This article repeats many of the exact same complaints that my parents and my
friends' parents had about the Wishbone[0] books (not the TV series).
Fortunately, reading kid-friendly adaptations of classics neither rotted my
brain nor destroyed my interest in the subject matter, and I remain an avid
reader today.

My first exposure to Greek mythology came from (I kid you not) a reader in
school[1]. It was probably intended for a 4th grade reading level. If
anything, this only enhanced my interest in the matter - I read the entire
D’Aulaires collection shortly afterward, studied Latin in high school, and
still know many of the stories by heart.

I actually read the entire Percy Jackson series recently. It's a quick read
for any adult, and like many kids' cartoons from the 70s, it's filled with
jokes and references that only an adult can appreciate[2]. The writing quality
is a little lower than _Harry Potter_ , but if I may, I never thought Rowling
was a stellar writer anyway (her talent is in plot development).

[0]
[https://en.wikipedia.org/wiki/Wishbone_%28TV_series%29](https://en.wikipedia.org/wiki/Wishbone_%28TV_series%29)

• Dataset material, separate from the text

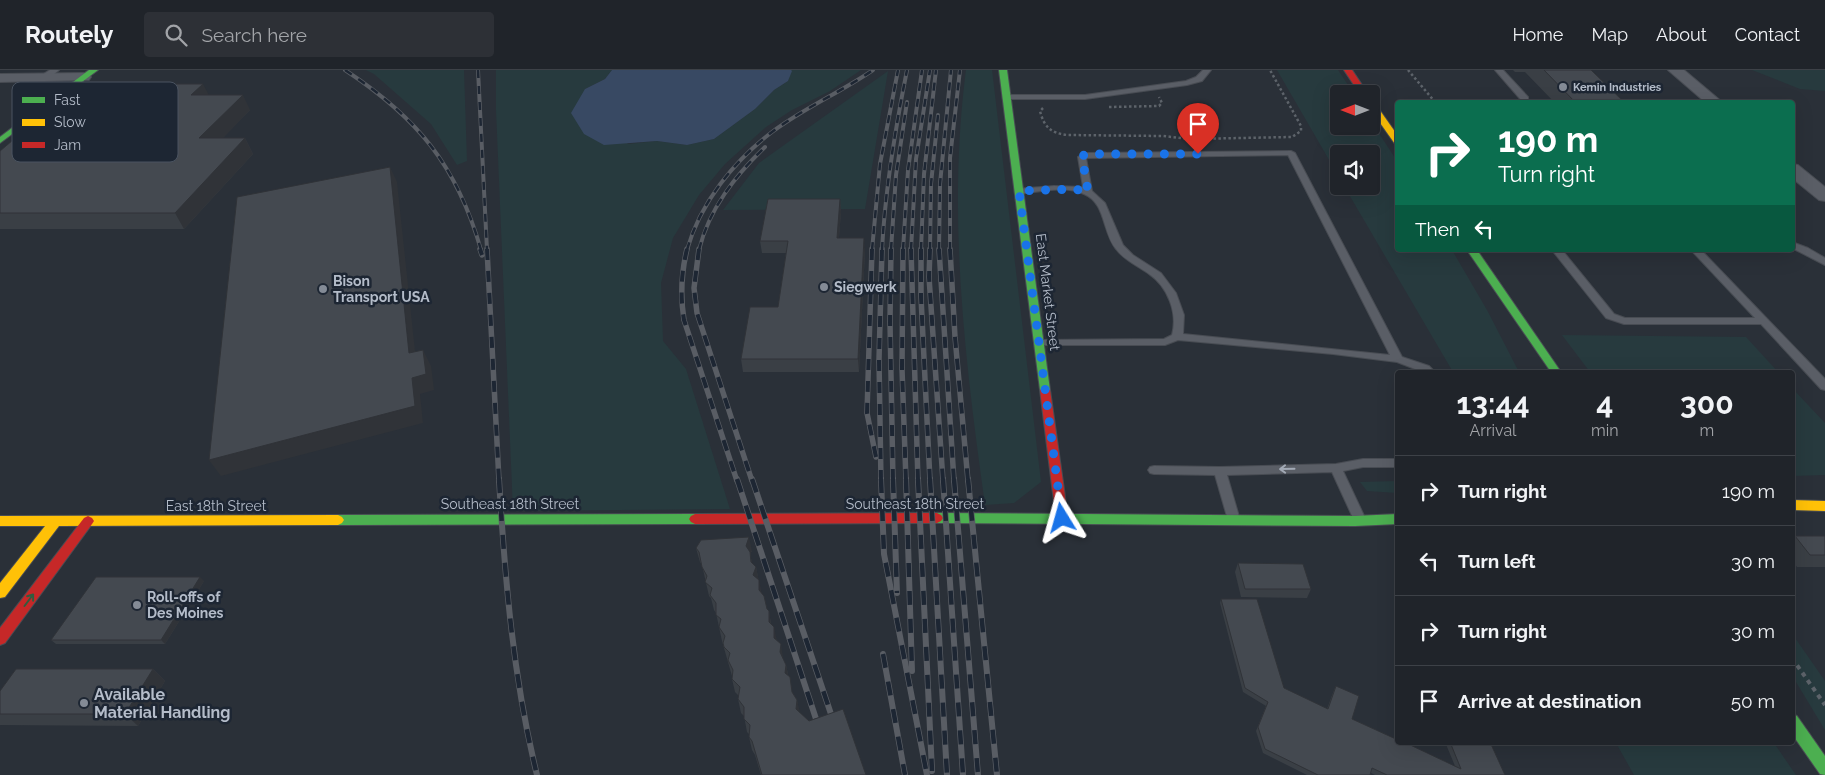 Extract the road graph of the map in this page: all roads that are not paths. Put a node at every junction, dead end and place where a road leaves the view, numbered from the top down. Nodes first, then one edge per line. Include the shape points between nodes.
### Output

[1] Do they still even have these anymore? They were basically consumable
workbooks that had stories that you were reading as you practice spelling,
grammar, etc.

[2] I actually am surprised in some sense that children enjoy the books,
because to me, it seems like much of the humor would fall completely flat
without a solid understanding of the stories that Riordan is adapting.
Apparently he manages to make it work, but I would say that his writing is
about as adult-friendly/adult-oriented as the first few books in the _Harry
Potter_ series. (As opposed to the last couple of books, which are
_definitely_ intended for a slightly older audience, and contain much darker
elements).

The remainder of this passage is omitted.